While BPCL said investment in NOCL was “not prudent “ as it was invested heavily in expanding Kochi refinery from 9.5 million tonne to 15.5 million, HPCL said it was committed in various refinery projects, including Vizag expansion, and was “not in a position to look for new investments in refineries”. IOC said that its due diligence on the same issue in 2013 had shown that equity participation in NOCL’s refinery “do not merit consideration” even after a financial restructuring entailing a write-off of existing project cost of Rs 6,678 crore and a proportionate write-off of debt and equity.
IOC said it had informed NOCL in June 2014 that “project economics was unviable” and that there would be a massive equity shortfall even if it decided to infuse Rs 1,236 crore. “Setting up a grassroot refinery in west coast is found to be more favourable as compared to investment in NOCL Cuddalore project,” the IOC chief told the PMO.
However, sources said, the three were given a fortnight’s time by a senior PMO officer to review their decision, after which another meeting would be held, most likely with the Prime Minister. NOCL is promoted by KS Raju’s Nagarjuna group which holds 46.8 per cent stake with Tata Sons holding 24.8 per cent stake.

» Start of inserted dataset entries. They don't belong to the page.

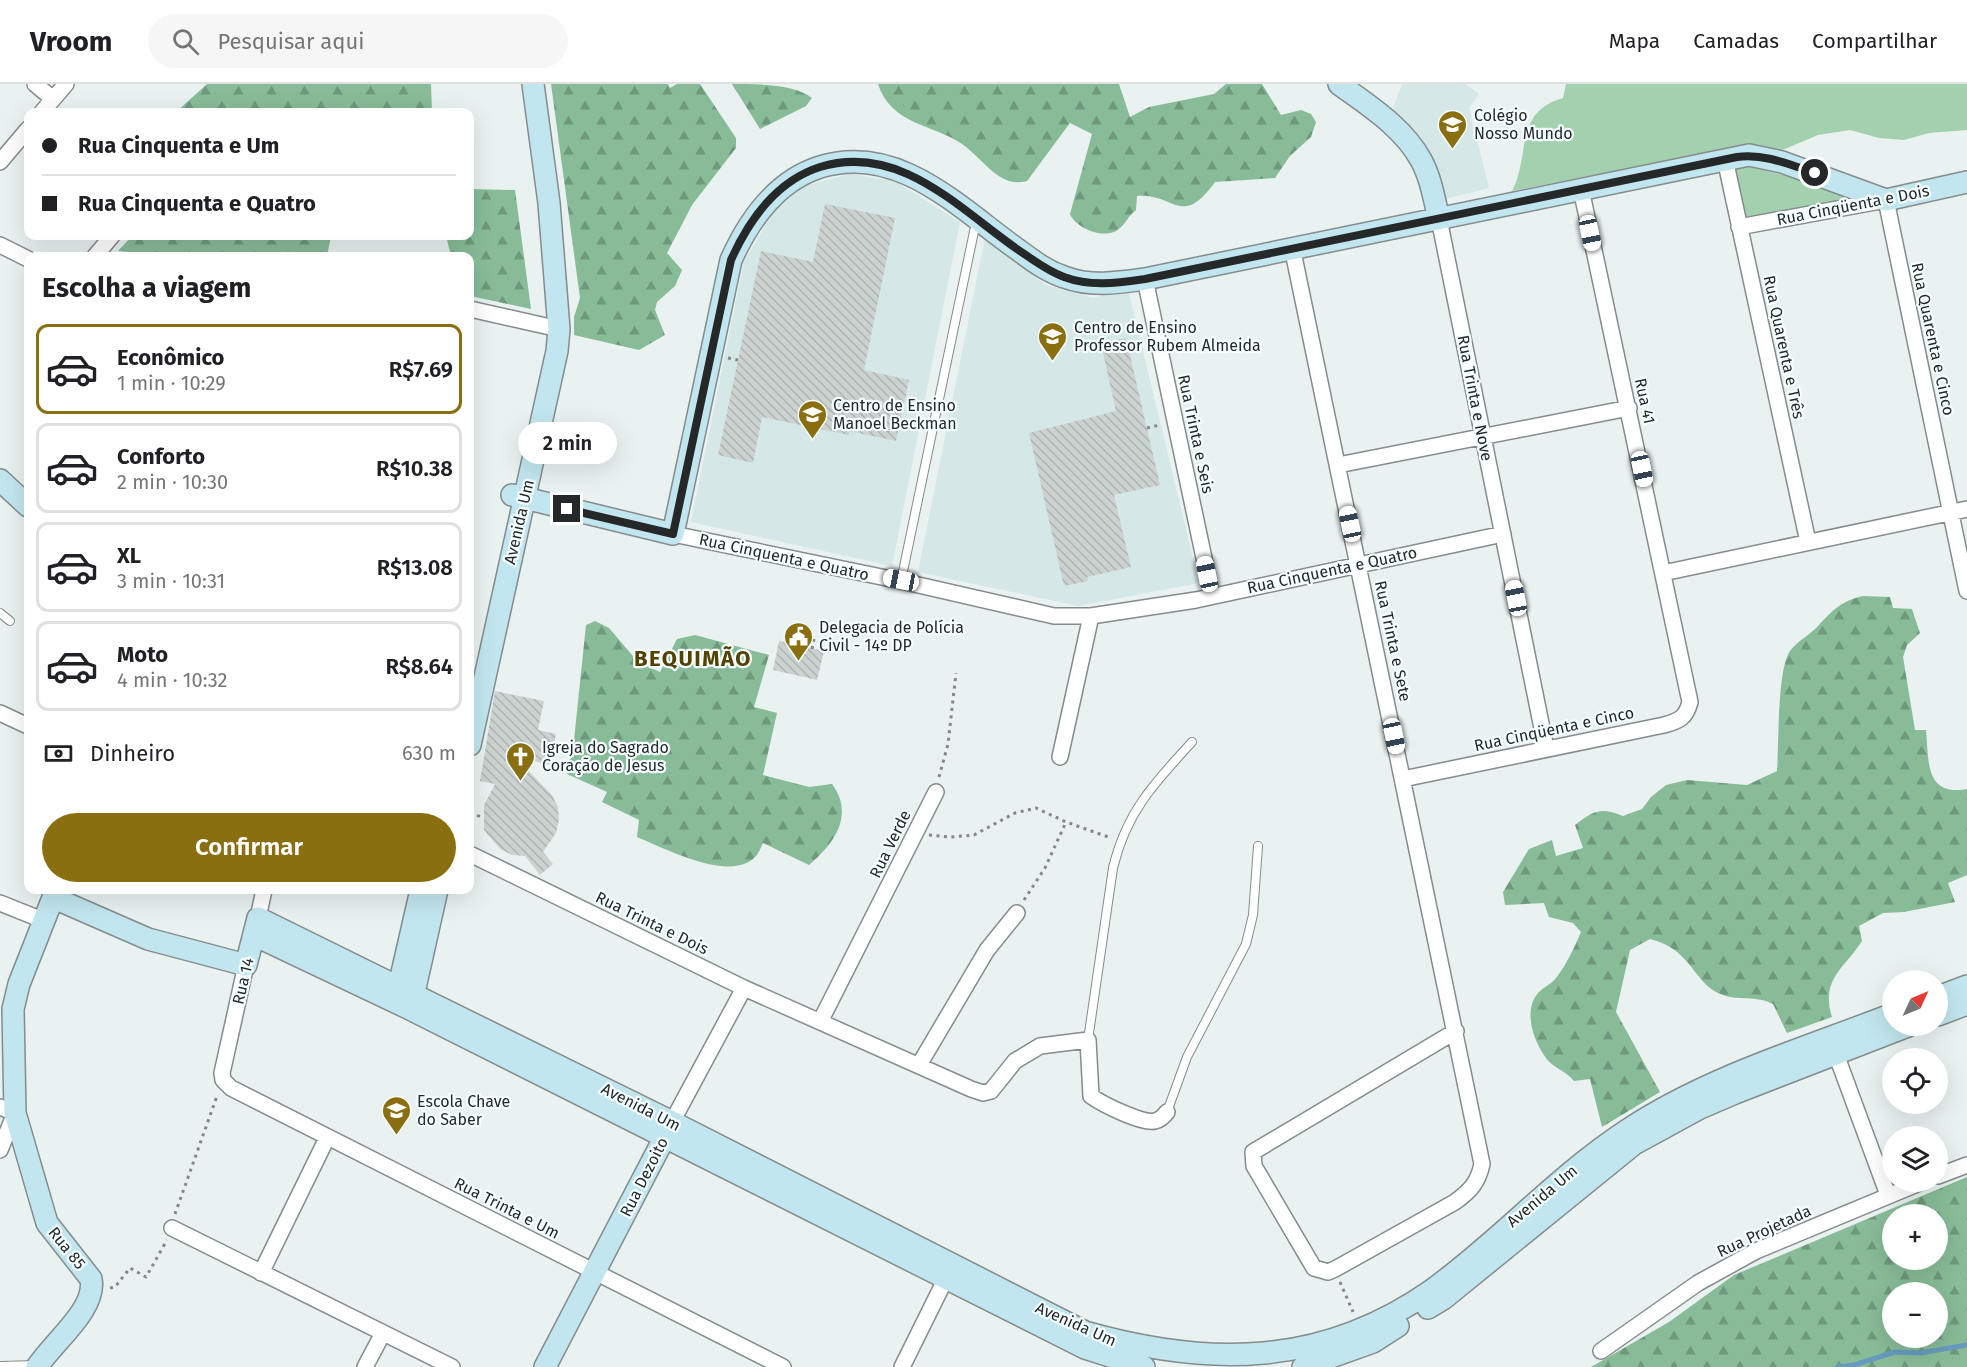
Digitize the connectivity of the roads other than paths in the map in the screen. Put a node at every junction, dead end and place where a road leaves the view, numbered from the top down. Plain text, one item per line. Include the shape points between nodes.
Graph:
1 (35, 84) edge
2 (66, 84) edge
3 (520, 84) edge
4 (533, 84) edge
5 (1339, 84) edge
6 (53, 99) junction
7 (45, 108) edge
8 (24, 134) edge
9 (1725, 159) junction
10 (0, 162) edge
11 (1967, 182) edge
12 (1581, 189) junction
13 (1886, 200) junction
14 (1439, 219) junction
15 (976, 220) junction
16 (1739, 227) junction
17 (109, 240) edge
18 (0, 245) edge
19 (1292, 247) junction
20 (98, 252) edge
21 (24, 257) edge
22 (1145, 279) junction
23 (474, 310) edge
24 (555, 328) junction
25 (1629, 408) junction
26 (1483, 437) junction
27 (1338, 465) junction
28 (0, 480) edge
29 (519, 497) junction
30 (24, 502) edge
31 (1967, 509) edge
32 (1950, 512) junction
33 (673, 534) junction
34 (1503, 534) junction
35 (1808, 542) junction
36 (1358, 563) junction
37 (1663, 573) junction
38 (901, 580) junction
39 (1967, 591) edge
40 (1212, 596) junction
41 (0, 613) edge
42 (1091, 616) junction
43 (10, 621) dead end
44 (474, 667) edge
45 (1689, 691) joint
46 (0, 713) edge
47 (24, 724) edge
48 (474, 725) edge
49 (1192, 742) dead end
50 (1546, 748) junction
51 (1060, 757) dead end
52 (1403, 779) junction
53 (936, 792) road end
54 (1258, 846) dead end
55 (474, 856) edge
56 (55, 894) edge
57 (263, 894) edge
58 (421, 894) edge
59 (436, 894) edge
60 (0, 903) edge
61 (1017, 913) road end
62 (45, 921) junction
63 (256, 926) junction
64 (246, 965) junction
65 (1967, 986) edge
66 (744, 988) junction
67 (1948, 993) edge
68 (404, 998) junction
69 (1967, 1004) edge
70 (1948, 1011) edge
71 (821, 1020) junction
72 (1882, 1020) edge
73 (1456, 1031) junction
74 (1882, 1033) edge
75 (1088, 1040) junction
76 (1833, 1046) junction
77 (919, 1065) junction
78 (222, 1076) joint
79 (8, 1110) edge
80 (1167, 1112) joint
81 (668, 1130) junction
82 (327, 1138) junction
83 (0, 1150) edge
84 (1967, 1164) edge
85 (1948, 1172) edge
86 (1896, 1192) edge
87 (1888, 1195) junction
88 (172, 1228) road end
89 (261, 1272) junction
90 (595, 1272) junction
91 (950, 1272) junction
92 (383, 1333) junction
93 (1601, 1351) dead end
94 (0, 1366) edge
95 (38, 1366) edge
96 (365, 1367) edge
97 (452, 1367) edge
98 (545, 1367) edge
99 (783, 1367) edge
100 (902, 1367) edge
101 (1144, 1367) edge
102 (1303, 1367) edge

1 - 6 street
2 - 6 street
3 - 24 main road, Avenida Um
4 - 24 main road, Avenida Um via 549,203
5 - 14 main road, Rua Trinta e Nove via 1394,126 1413,148 1428,176
6 - 7 street
8 - 10 street
9 - 12 main road
9 - 13 main road via 1749,155 1782,162
9 - 16 street, Rua Quarenta e Três
11 - 13 main road, Rua Cinqüenta e Dois
12 - 14 main road
12 - 25 street, Rua 41
13 - 16 street, Rua Cinqüenta e Dois
13 - 32 street, Rua Quarenta e Cinco
14 - 19 main road
14 - 26 street, Rua Trinta e Nove
15 - 22 main road via 1046,269 1064,277 1090,284
15 - 33 main road via 894,166 860,160 812,170 790,181 764,205 731,260
15 - 38 lane
16 - 35 street, Rua Quarenta e Três
17 - 20 street
18 - 21 street
19 - 22 main road
19 - 27 street, Rua Trinta e Sete
22 - 40 street, Rua Trinta e Seis
23 - 24 street
24 - 29 main road, Avenida Um via 557,351
25 - 26 street
25 - 37 street, Rua 41
26 - 27 street
26 - 34 street, Rua Trinta e Nove
27 - 36 street, Rua Trinta e Sete
28 - 30 main road
29 - 33 main road, Rua Cinquenta e Quatro
29 - 44 main road, Avenida Um
29 - 48 main road, Avenida Um
31 - 32 street
32 - 35 street
32 - 39 street, Rua Quarenta e Cinco
33 - 38 street, Rua Cinquenta e Quatro
34 - 36 street, Rua Cinquenta e Quatro
34 - 50 street, Rua Trinta e Nove
35 - 37 street
36 - 40 street, Rua Cinquenta e Quatro
36 - 52 street, Rua Trinta e Sete
37 - 45 street, Rua 41
38 - 42 street, Rua Cinquenta e Quatro via 1054,616
40 - 42 street, Rua Cinquenta e Quatro
41 - 43 lane
42 - 51 street
45 - 50 street, Rua Cinqüenta e Cinco via 1687,714 1678,721
46 - 47 street
49 - 75 lane via 1152,785 1119,841
50 - 52 street, Rua Cinqüenta e Cinco
52 - 73 street, Rua Trinta e Sete
53 - 71 street, Rua Verde
54 - 80 lane via 1253,915 1246,944 1187,1057
55 - 66 street, Rua Trinta e Dois
56 - 62 main road, Rua 85
56 - 64 main road via 148,939
57 - 63 street, Rua 14
58 - 68 main road
59 - 68 main road
60 - 62 street
61 - 77 street via 987,950
62 - 79 main road, Rua 85 via 13,1009
63 - 64 main road, Rua 14
63 - 68 main road, Avenida Um
64 - 78 street, Rua 14
65 - 67 main road
66 - 71 street, Rua Trinta e Dois
66 - 81 street, Rua Dezoito
68 - 81 main road, Avenida Um
69 - 70 main road
71 - 77 street, Rua Trinta e Dois
72 - 76 main road, Avenida Um
73 - 73 street, Rua Trinta e Sete via 1253,1152 1254,1166 1314,1268 1328,1272 1335,1269 1468,1192 1479,1178 1480,1148
74 - 76 main road, Avenida Um
75 - 77 street, Rua Trinta e Dois via 1040,1046 1015,1061 999,1083 983,1093
75 - 80 street via 1091,1096 1149,1121 1162,1118
76 - 87 street
76 - 91 main road, Avenida Um via 1731,1076 1681,1099 1626,1130 1580,1164 1433,1289 1361,1331 1278,1356 1170,1356 1129,1348
76 - 102 main road, Avenida Um via 1700,1108 1634,1144 1443,1299 1372,1342
78 - 82 street, Rua Trinta e Um via 231,1088
79 - 83 street
79 - 95 main road, Rua 85 via 47,1223 91,1279 93,1290 88,1304
81 - 90 main road, Rua Dezoito
81 - 91 main road, Avenida Um
82 - 89 street
82 - 90 street, Rua Trinta e Um
84 - 85 street
86 - 87 street, Rua Projetada
87 - 93 street, Rua Projetada via 1756,1251 1698,1283
88 - 89 street
89 - 92 street
90 - 98 main road, Rua Dezoito
90 - 99 street, Rua Trinta e Um
91 - 100 street
91 - 101 main road, Avenida Um via 1084,1348
92 - 96 street
92 - 97 street
94 - 95 lane

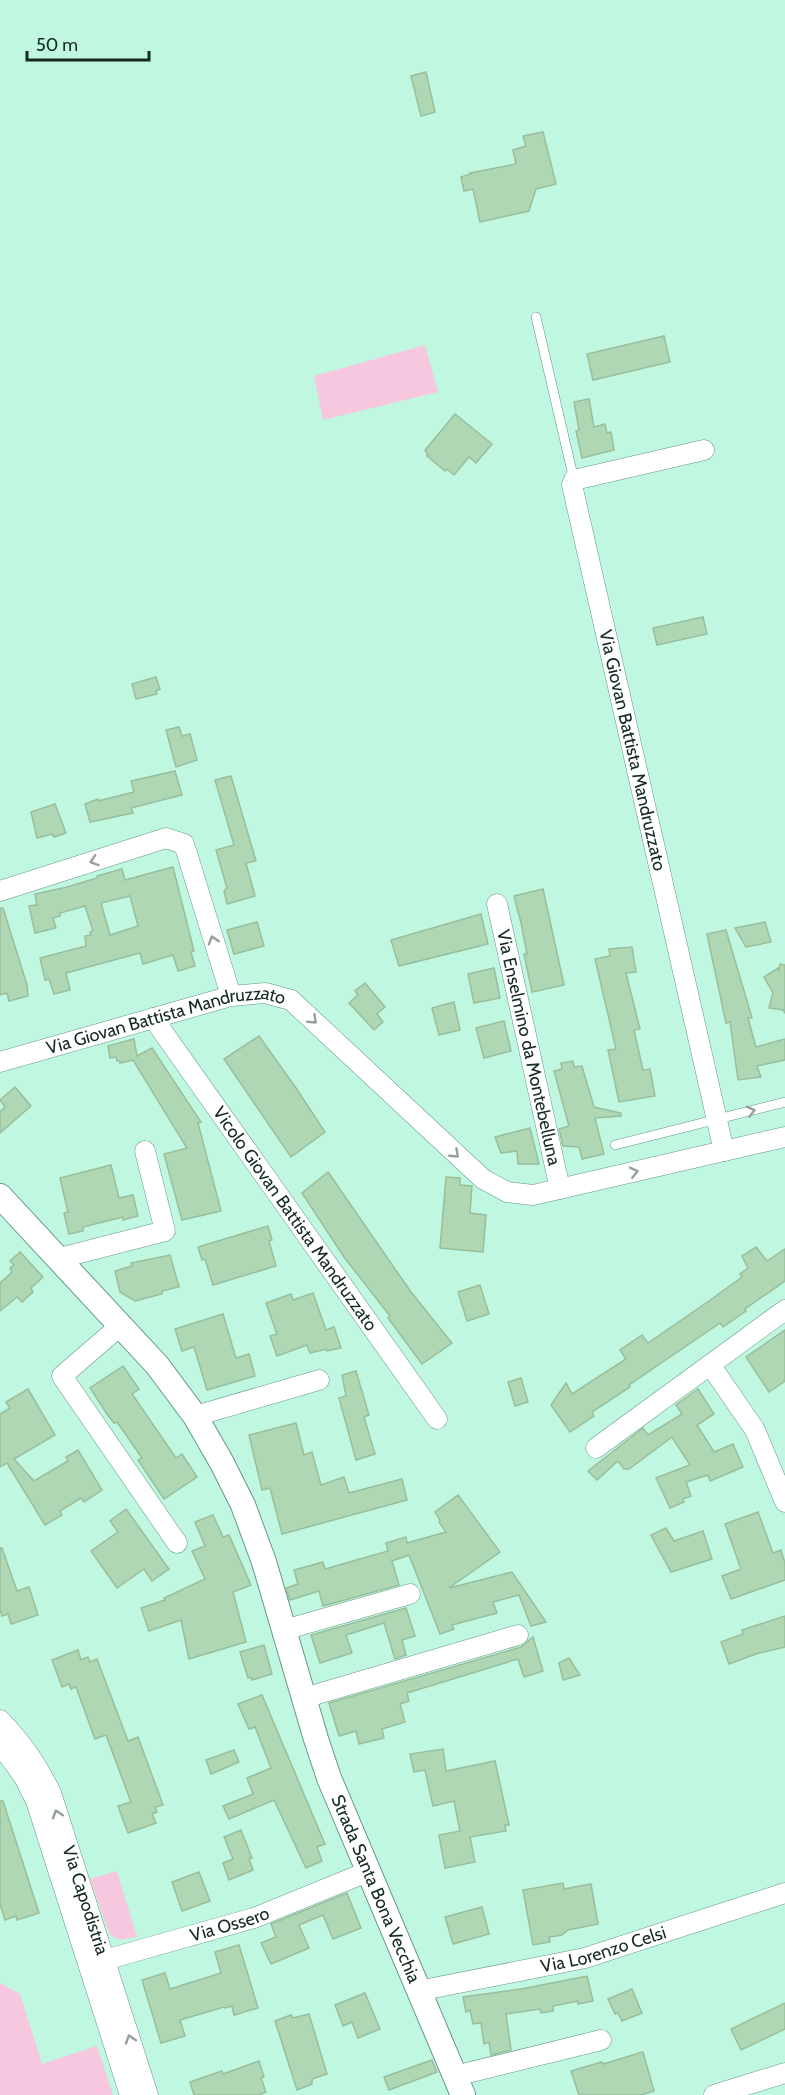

The remainder is held by German contractor Uhde, oil trader Trafigura, Cuddalore Port Development and Tamil Nadu Industrial Development Corporation.
The project was planned in 1999 with NOCL buying 25-year-old Mobil Woerth refinery in Germany. Work was suspended in April 2000 due to limitations in funding but was restarted in 2006 with the commissioning date of March 2012. It again hit a glitch in October 2011 due to delays in equity infusion and consequent delay in debt drawdown. However, cyclone Thane in December 2011 crippled the project by damaging tanks and the port structure. There has been no activity since then and the construction workforce has left the site. Last September, NOCL said Netoil (Singapore) (PTE) Ltd was conducting due diligence to acquire the equity and take forward the project. But in February, Nagarjuna group said its board of directors at Nagarjuna Oil Refinery (which holds NOCL equity) had decided not to pursue the deal.
Netoil had agreed to acquire the project for Rs 3,600 crore and had signed a term sheet with major investors. Around 15 lenders led by IDBI and including State Bank of India have invested in the project and have sought Reserve Bank of India’s dispensation in view of the assets likely to be classified by RBI as non-performing.